[Records for the task Boundary: Start]

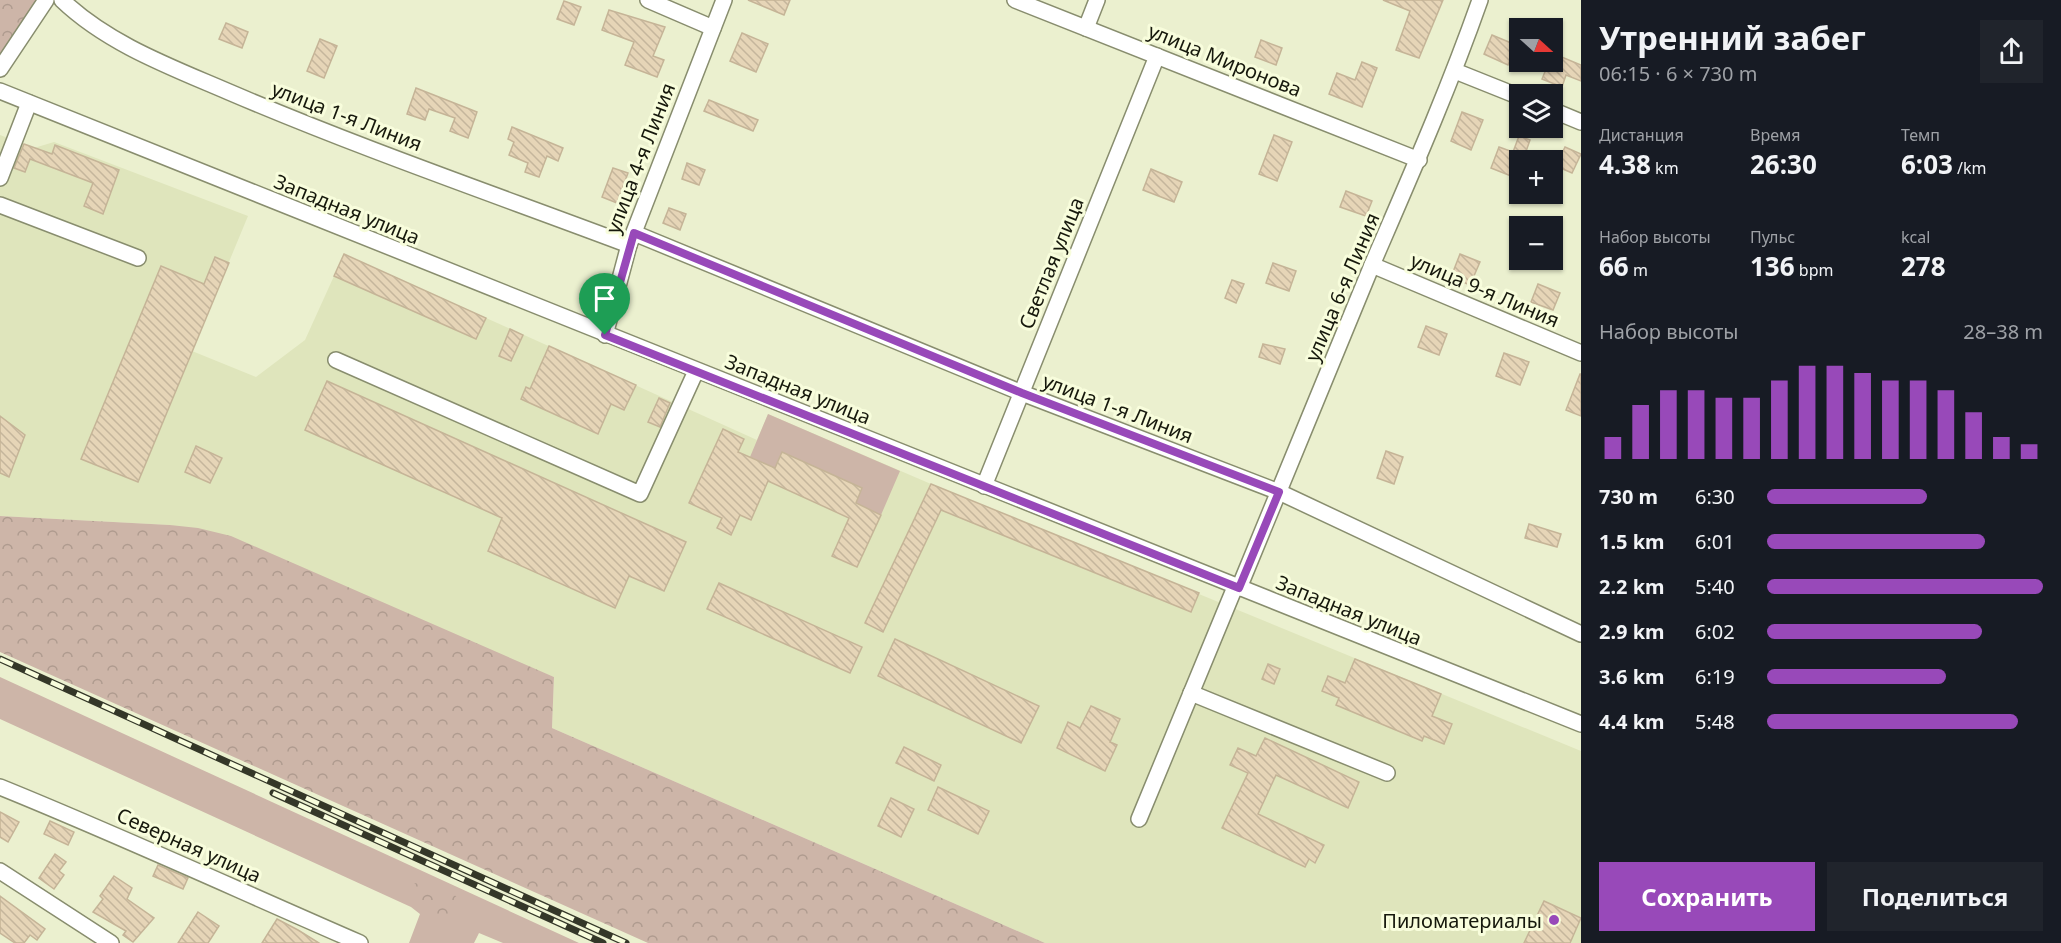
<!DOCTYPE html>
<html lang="ru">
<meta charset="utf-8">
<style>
body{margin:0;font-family:"Noto Sans",sans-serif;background:#20242c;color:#f1f3f6;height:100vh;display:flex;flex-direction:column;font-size:22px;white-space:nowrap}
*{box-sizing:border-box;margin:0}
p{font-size:20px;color:#9ea1a6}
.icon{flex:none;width:33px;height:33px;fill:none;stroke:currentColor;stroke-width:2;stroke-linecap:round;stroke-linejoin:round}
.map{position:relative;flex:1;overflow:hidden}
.drawer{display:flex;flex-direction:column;background:#171b24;width:480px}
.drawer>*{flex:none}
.needle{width:39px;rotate:111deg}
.buttons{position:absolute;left:1509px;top:18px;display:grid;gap:12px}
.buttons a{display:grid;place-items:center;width:54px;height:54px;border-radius:0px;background:#171b24;box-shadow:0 2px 4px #0004;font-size:30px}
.pin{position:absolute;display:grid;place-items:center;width:51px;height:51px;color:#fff;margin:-62px -26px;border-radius:50% 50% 50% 0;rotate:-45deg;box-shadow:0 0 6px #0007}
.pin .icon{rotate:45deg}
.round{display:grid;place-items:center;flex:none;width:63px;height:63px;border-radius:0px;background:#20242c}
.summary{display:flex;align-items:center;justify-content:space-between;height:102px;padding:0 18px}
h1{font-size:33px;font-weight:700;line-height:45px}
.stats{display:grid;grid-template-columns:repeat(3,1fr);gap:9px;height:102px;padding:6px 18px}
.stats div{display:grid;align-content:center}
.stats b{font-size:26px;font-weight:700}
.stats small{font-size:16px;font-weight:400}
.stats p{font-size:16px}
.chart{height:168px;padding:12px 18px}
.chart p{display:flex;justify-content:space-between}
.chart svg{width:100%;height:108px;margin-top:6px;stroke:#9849b9;stroke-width:6}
.primary-button{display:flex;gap:12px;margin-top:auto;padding:12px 18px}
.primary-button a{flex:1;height:69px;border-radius:0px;background:#9849b9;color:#fff;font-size:24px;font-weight:700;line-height:69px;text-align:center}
.primary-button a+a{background:#20242c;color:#f1f3f6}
ul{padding:0 18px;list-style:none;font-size:20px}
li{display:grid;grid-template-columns:96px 72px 1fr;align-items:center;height:45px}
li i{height:15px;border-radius:8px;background:#9849b9}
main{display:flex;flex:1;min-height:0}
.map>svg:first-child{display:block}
.built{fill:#dfe5bc}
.green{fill:#cdb5a8}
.forest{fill:url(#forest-crowns)}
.building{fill:url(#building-back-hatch);stroke:#c5b497;stroke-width:1.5}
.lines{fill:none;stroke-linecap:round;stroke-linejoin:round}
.minor-casing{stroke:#888d6e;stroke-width:18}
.minor{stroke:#fff;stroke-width:15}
.rail-casing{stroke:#343728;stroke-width:7}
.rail{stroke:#f8fddc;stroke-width:4.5;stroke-dasharray:14;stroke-linecap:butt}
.route-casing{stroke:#fff;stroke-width:12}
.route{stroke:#9849b9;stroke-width:8}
.poi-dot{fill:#9849b9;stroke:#f8fddc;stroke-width:2}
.labels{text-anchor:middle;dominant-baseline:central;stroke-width:6;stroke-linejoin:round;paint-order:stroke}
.street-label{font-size:20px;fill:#16180c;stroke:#f8fddc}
.poi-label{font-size:20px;fill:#16180c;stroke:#f8fddc;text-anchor:end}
</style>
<main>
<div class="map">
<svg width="1581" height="943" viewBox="0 0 1581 943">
<defs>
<pattern id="forest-crowns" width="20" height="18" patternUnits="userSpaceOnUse" patternTransform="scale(1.5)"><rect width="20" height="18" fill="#cdb5a8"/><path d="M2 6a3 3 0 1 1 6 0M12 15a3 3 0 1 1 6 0" fill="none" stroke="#af9b8f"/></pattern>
<pattern id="building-back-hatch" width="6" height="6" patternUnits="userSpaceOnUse" patternTransform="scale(1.5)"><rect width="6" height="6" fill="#e6d5b7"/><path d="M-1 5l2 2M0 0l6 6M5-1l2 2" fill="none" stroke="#c5b69c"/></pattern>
</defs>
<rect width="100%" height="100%" fill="#ebf0cf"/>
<!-- built -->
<path class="built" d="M0,135L34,148L54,142L248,216L192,351L256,377L305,340L344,254L757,440L768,414L931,484L1581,751V943H1045L552,728L554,677L170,525L0,516Z"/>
<!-- green -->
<g class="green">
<path d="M768,414L900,471L881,515L856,503L862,488L782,452L775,468L750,457Z"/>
<path d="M0,677L579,943H503L479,933L474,943H409L420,914L411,907L0,719Z"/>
</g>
<!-- forest -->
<g class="forest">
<path d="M0,0H39L0,55Z"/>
<path d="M0,516L170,525L198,528L231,536L554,677L552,728L1045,943H648L0,652Z"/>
<path d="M414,883L432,885L456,896L459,904L456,913C435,923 424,909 411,894L410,886Z"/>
</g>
<!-- building -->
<g class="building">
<path d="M748,0H790L784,15Z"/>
<path d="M1383,0H1443L1419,58L1396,50L1410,11Z"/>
<path d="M564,1L581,7L574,25L557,19Z"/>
<path d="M609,10L665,27L653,56L664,60L657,77L625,65L634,42L602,30Z"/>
<path d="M226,23L248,32L242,48L219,39Z"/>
<path d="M742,33L768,44L756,72L730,61Z"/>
<path d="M1492,35L1516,45L1508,65L1484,54Z"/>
<path d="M320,39L337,46L324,78L307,71Z"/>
<path d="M1261,40L1282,48L1276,65L1255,57Z"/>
<path d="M1552,53L1581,65V81L1566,75L1562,87L1542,79L1549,62H1552Z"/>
<path d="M1362,62L1377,68L1362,107L1329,94L1337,73L1355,80Z"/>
<path d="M416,88L477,112L468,138L450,131L455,118L429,109L425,120L407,114Z"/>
<path d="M709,100L758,120L753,131L704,111Z"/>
<path d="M1462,112L1483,120L1471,150L1451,141Z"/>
<path d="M512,127L563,148L558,161L547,156L539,177L525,172L528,163L509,155L514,142L508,139Z"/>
<path d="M1274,135L1292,142L1277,181L1259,174Z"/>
<path d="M1519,136L1530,140L1523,160H1520L1516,178L1491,168L1499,147L1513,152Z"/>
<path d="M24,144L52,154L55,145L119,170L103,214L84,206L93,183L30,159L25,172L14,168Z"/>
<path d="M1565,147L1581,154L1572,173L1556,166Z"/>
<path d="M687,163L705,170L699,185L682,179Z"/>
<path d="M613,168L628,173L617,203L602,197Z"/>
<path d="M1151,169L1182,182L1174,202L1143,190Z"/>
<path d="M1346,191L1372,201L1366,216L1340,207Z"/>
<path d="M669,208L686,214L680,230L663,223Z"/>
<path d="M344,254L486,318L476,339L334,276Z"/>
<path d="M1460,254L1480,262L1470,285L1451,277Z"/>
<path d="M215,257L229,263L138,482L81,459L161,266L204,284Z"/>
<path d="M1273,263L1296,271L1289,291L1266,283Z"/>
<path d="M1232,280L1244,284L1236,303L1225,298Z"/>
<path d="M1538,284L1560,293L1553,310L1531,302Z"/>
<path d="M1426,326L1447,334L1439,355L1418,347Z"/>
<path d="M510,329L523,335L511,361L499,356Z"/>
<path d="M1263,344L1285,349L1280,364L1259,357Z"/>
<path d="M549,346L636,385L624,410L611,404L598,434L521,399L526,387L530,389Z"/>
<path d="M1504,353L1529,362L1520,385L1496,376Z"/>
<path d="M1580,374H1581V416L1566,410Z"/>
<path d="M327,381L686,542L664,591L629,576L615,608L488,551L502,518L305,430Z"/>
<path d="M659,398L670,403L660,427L648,422Z"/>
<path d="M0,416L25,435L9,477L0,473Z"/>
<path d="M723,429L744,439L738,452L775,468L782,452L862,488L856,503L881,515L857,567L832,556L849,518L768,481L751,520L740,515L731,535L717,528L722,518L689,503Z"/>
<path d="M196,446L222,458L210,483L185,472Z"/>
<path d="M1386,451L1403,457L1394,484L1377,478Z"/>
<path d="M931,484L1199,593L1191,612L941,510L883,632L865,623Z"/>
<path d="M1529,524L1561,534L1557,547L1525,538Z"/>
<path d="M719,583L862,647L850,673L707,609Z"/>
<path d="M895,639L1039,706L1021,743L878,676Z"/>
<path d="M1355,659L1441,694L1432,716L1452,724L1444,744L1424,736L1422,741L1336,705L1339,698L1322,691L1328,676L1345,683Z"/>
<path d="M1268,664L1280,669L1274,684L1262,679Z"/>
<path d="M1091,706L1120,719L1110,742L1117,745L1105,771L1057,748L1068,722L1080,728Z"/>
<path d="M1265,738L1359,782L1348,808L1276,775L1258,814L1324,845L1315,863L1309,859L1305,867L1222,828L1248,773L1230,765L1238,748L1256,756Z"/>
<path d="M904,747L941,765L934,781L896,763Z"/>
<path d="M938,787L989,811L978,834L928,810Z"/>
<path d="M891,798L914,809L901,837L878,826Z"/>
<path d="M0,812L19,822L8,842L0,837Z"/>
<path d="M50,821L74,832L68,845L44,834Z"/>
<path d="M55,854L66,862L59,871L64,875L54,889L39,878Z"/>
<path d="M158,865L188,878L183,889L153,876Z"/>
<path d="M114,876L132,888L127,899L154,918L133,942L123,935L126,931L93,912L103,899L100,896Z"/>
<path d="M0,896L45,929L37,940L30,935L24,943H15L0,933Z"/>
<path d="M1544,901L1581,918L1570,943H1524Z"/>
<path d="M198,912L219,926L208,943H178Z"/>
<path d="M277,919L298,930L319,943H262Z"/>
</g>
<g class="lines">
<defs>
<g id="minor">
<path d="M62,0C108,44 171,67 229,92C360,148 496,195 629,245"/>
<path d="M648,0L713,28"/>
<path d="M1015,0L1419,160"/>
<path d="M1086,28L1097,0"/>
<path d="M0,69L46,0"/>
<path d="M1455,71L1520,97"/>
<path d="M0,91L1581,724"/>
<path d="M1552,110L1581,122"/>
<path d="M0,178L29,103"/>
<path d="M0,205L138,258"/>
<path d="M634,233L1022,393L1279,492L1581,634"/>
<path d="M1372,265L1581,353"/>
<path d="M605,335L629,245L724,0"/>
<path d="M336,360L640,494L696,371"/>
<path d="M984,486L1157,56"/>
<path d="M1239,588C1284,481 1327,372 1372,265C1410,177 1448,91 1480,0"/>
<path d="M1191,693L1387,773"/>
<path d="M0,787C121,836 240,891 360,943"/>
<path d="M1139,819L1235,587"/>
<path d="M0,871L111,943"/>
</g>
</defs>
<!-- minor casing -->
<use href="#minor" class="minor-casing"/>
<!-- minor -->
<use href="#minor" class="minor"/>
<defs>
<g id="rail">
<path d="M0,659L626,943"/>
<path d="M273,793L603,943"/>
</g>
</defs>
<!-- rail casing -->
<use href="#rail" class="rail-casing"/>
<!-- rail -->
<use href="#rail" class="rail"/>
</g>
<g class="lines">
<defs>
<path id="route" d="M634,233L1022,393L1279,492L1239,588L605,335Z"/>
</defs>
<!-- route casing -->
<use href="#route" class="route-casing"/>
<!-- route -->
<use href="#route" class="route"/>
</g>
<!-- markers -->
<circle class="poi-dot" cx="1554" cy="920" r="6"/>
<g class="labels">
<!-- street labels -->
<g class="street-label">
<text transform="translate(1225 60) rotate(22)">улица Миронова</text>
<text transform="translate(347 116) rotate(21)">улица 1-я Линия</text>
<text transform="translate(640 158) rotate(-69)">улица 4-я Линия</text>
<text transform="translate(347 209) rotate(22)">Западная улица</text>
<text transform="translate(1051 263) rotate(-68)">Светлая улица</text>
<text transform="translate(1342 287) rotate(-67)">улица 6-я Линия</text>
<text transform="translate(1485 290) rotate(23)">улица 9-я Линия</text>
<text transform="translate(798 389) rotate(22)">Западная улица</text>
<text transform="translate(1118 408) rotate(21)">улица 1-я Линия</text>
<text transform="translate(1349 610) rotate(22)">Западная улица</text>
<text transform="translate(189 845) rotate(24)">Северная улица</text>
</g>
<!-- poi labels -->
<g class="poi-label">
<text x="1542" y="920">Пиломатериалы</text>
</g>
</g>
</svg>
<div class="buttons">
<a><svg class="needle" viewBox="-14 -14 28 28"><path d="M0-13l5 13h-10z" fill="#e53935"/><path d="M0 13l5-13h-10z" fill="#9ea1a6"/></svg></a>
<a><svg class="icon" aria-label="layers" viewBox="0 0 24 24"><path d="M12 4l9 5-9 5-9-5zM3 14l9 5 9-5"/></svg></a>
<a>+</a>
<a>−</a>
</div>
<div class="pin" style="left:605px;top:335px;background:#1e9e55"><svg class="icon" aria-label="arrive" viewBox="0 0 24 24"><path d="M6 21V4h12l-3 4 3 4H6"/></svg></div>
</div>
<section class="drawer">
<div class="summary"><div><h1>Утренний забег</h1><p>06:15 · 6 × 730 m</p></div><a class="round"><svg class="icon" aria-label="share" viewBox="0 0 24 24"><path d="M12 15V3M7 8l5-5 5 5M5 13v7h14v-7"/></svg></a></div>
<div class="stats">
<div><p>Дистанция</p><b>4.38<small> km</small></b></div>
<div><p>Время</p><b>26:30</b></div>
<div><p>Темп</p><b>6:03<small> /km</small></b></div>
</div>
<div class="stats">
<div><p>Набор высоты</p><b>66<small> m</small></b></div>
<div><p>Пульс</p><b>136<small> bpm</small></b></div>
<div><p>kcal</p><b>278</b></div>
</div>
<div class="chart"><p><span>Набор высоты</span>28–38 m</p>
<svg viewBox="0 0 160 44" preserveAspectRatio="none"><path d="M5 44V35M15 44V22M25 44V16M35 44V16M45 44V19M55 44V19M65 44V12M75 44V6M85 44V6M95 44V9M105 44V12M115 44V12M125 44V16M135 44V25M145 44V35M155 44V38"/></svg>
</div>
<ul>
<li><b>730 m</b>6:30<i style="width:58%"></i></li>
<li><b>1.5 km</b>6:01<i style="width:79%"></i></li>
<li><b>2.2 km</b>5:40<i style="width:100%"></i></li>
<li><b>2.9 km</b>6:02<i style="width:78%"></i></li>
<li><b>3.6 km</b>6:19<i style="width:65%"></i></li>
<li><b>4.4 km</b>5:48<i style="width:91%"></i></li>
</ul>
<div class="primary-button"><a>Сохранить</a><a>Поделиться</a></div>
</section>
</main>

[Records for the task Boundary: End]

Work task:
Go line by line through the data, copying each one that contains the word "shadow".

Task response:
.buttons a{display:grid;place-items:center;width:54px;height:54px;border-radius:0px;background:#171b24;box-shadow:0 2px 4px #0004;font-size:30px}
.pin{position:absolute;display:grid;place-items:center;width:51px;height:51px;color:#fff;margin:-62px -26px;border-radius:50% 50% 50% 0;rotate:-45deg;box-shadow:0 0 6px #0007}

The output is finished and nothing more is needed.